The left-hander was shelled in his final rehab start with Clearwater last night.

Mitchell Leff

As Phillies fans watched Chase Utley watch other baseball players perform in the MLB All Star Game Home Run Derby last night, one of their two ace left-handers was getting rocked by Single-A hitters down in Florida.

Yes, that was Cliff Lee, in his final rehab start, getting bombed in his final tune-up for the Clearwater Threshers.

Only three of the eight runs were earned thanks to a first inning error by top prospect J.P. Crawford, but the results were still a bit unsettling. Lee gave up five runs in the first, including a two-run home run to some person named David Popkins, which is clearly a fake name or something.

Lee induced seven ground outs and four fly outs, and was pulled in the fifth after giving up two more runs on a double, two singles and a walk. Lee did retire six straight batters in the third and fourth innings, but his overall line was less than inspiring.

It was Lee's third rehab outing for Clearwater. In all, he had a 5.06 ERA in 10 2/3 innings, allowing 13 hits and one homer, while striking out eight and walking two. He is expected to rejoin the Phils' rotation in San Francisco on July 21, which would mean Lee will likely get just two starts before the July 31 trade deadline.

But after his rehab start last night, is he really ready to come back? According to the Philadelphia Inquirer's Bob Brookover, Lee thinks he is.

"I feel like I could have commanded my fastball a little better," Lee said after he allowed eight hits and eight runs (three earned) in 42/3 innings. "It wasn't great, but it wasn't bad either, so that could improve, but I did focus on using other pitches a little more. Obviously you have to be able to do that in the big leagues. The results were not what I wanted it to be, but I got the reps in and now it's time to go back and help the Phillies."

Regardless of what Lee did Monday night, it's unlikely two Major League starts at the end of this month will be enough for another team to pull the trigger on a deal for him before the July 31 deadline. Of course, the only way to know for sure if Lee is healthy enough to get Major League hitters out is to let him face Major League hitters. And everyone should get a pretty good idea where he is once he takes the mound against the Giants next Monday.

As for Lee, he said after his rehab start last night in Clearwater that he's not thinking too much about where he'll be after July 31.

"I have no expectations for [the trade deadline]," he said. "That's obviously Ruben's job to [make trades]. I'm not too worried about trying to do his job for him. Obviously, he has some decisions to make about whether to move guys or try to add some pieces or what. That's what he does and my job is to go out and try to put up zeros and help the team win and that's what I'm going to focus on."

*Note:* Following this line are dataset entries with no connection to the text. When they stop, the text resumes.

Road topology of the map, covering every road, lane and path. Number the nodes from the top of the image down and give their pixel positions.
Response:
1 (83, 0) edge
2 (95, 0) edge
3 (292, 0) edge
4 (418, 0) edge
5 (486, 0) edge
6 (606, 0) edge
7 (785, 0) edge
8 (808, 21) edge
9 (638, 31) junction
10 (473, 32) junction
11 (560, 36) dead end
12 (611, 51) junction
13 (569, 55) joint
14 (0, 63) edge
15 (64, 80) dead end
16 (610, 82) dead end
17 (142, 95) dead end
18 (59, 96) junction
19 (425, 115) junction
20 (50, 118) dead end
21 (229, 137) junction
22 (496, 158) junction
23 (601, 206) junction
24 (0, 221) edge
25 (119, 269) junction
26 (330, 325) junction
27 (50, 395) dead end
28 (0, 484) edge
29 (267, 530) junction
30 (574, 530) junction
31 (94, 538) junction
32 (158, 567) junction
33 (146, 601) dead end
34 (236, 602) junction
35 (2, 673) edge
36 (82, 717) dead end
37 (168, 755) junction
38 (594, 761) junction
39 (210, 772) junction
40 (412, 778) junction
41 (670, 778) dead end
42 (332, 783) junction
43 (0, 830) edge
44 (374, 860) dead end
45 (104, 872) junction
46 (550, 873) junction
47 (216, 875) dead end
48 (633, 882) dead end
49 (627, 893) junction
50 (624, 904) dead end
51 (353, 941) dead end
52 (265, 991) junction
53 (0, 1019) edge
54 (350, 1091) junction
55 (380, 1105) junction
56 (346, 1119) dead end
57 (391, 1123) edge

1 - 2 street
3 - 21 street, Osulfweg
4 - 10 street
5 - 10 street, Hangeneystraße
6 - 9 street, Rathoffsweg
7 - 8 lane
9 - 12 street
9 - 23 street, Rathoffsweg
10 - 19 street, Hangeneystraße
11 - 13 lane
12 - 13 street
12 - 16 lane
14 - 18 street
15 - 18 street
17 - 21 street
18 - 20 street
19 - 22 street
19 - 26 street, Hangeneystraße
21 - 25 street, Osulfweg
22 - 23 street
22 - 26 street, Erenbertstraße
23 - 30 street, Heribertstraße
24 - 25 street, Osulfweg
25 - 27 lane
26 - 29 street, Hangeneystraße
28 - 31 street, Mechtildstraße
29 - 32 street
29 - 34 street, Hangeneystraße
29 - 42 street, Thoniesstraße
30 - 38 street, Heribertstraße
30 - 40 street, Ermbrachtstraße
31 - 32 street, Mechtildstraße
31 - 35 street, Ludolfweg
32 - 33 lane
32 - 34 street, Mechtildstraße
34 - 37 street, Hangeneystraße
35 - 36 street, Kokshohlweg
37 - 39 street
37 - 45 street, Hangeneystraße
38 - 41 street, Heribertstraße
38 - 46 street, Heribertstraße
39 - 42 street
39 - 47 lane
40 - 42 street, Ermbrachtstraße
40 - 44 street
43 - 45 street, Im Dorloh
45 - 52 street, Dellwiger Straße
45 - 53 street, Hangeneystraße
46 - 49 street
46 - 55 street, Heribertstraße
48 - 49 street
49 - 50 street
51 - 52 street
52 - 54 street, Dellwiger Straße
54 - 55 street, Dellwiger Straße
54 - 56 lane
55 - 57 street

Lee last faced big league batters on May 18 due to a flexor strain in his left elbow. He was 4-4 with a 3.18 ERA and an fWAR of 1.6 before getting hurt. And while there are potential suitors out there for his services, it is highly unlikely someone will take on his contract (owed around $12 million for the rest of this season and $25 million for next season, with a $27.5 million vesting option or $12.5 million buyout for 2016) without seeing more than just two starts from Lee.

If Cliff pitches well in August, and that's a big if, it's possible he could be traded at the waiver trade deadline, although if Cliff Lee were a betting man, I'll bet he'd say a deal over the winter is more likely.

Hopefully, the Phillies aren't rushing him back into the big league rotation before he's ready in an effort to get him in front of other teams' scouts. A struggling and rushed-back Cliff Lee will only deflate the market for him. Certainly, the coaches who watched him last night in Clearwater and the team's doctors know better than we do how ready he is to re-join the Phillies.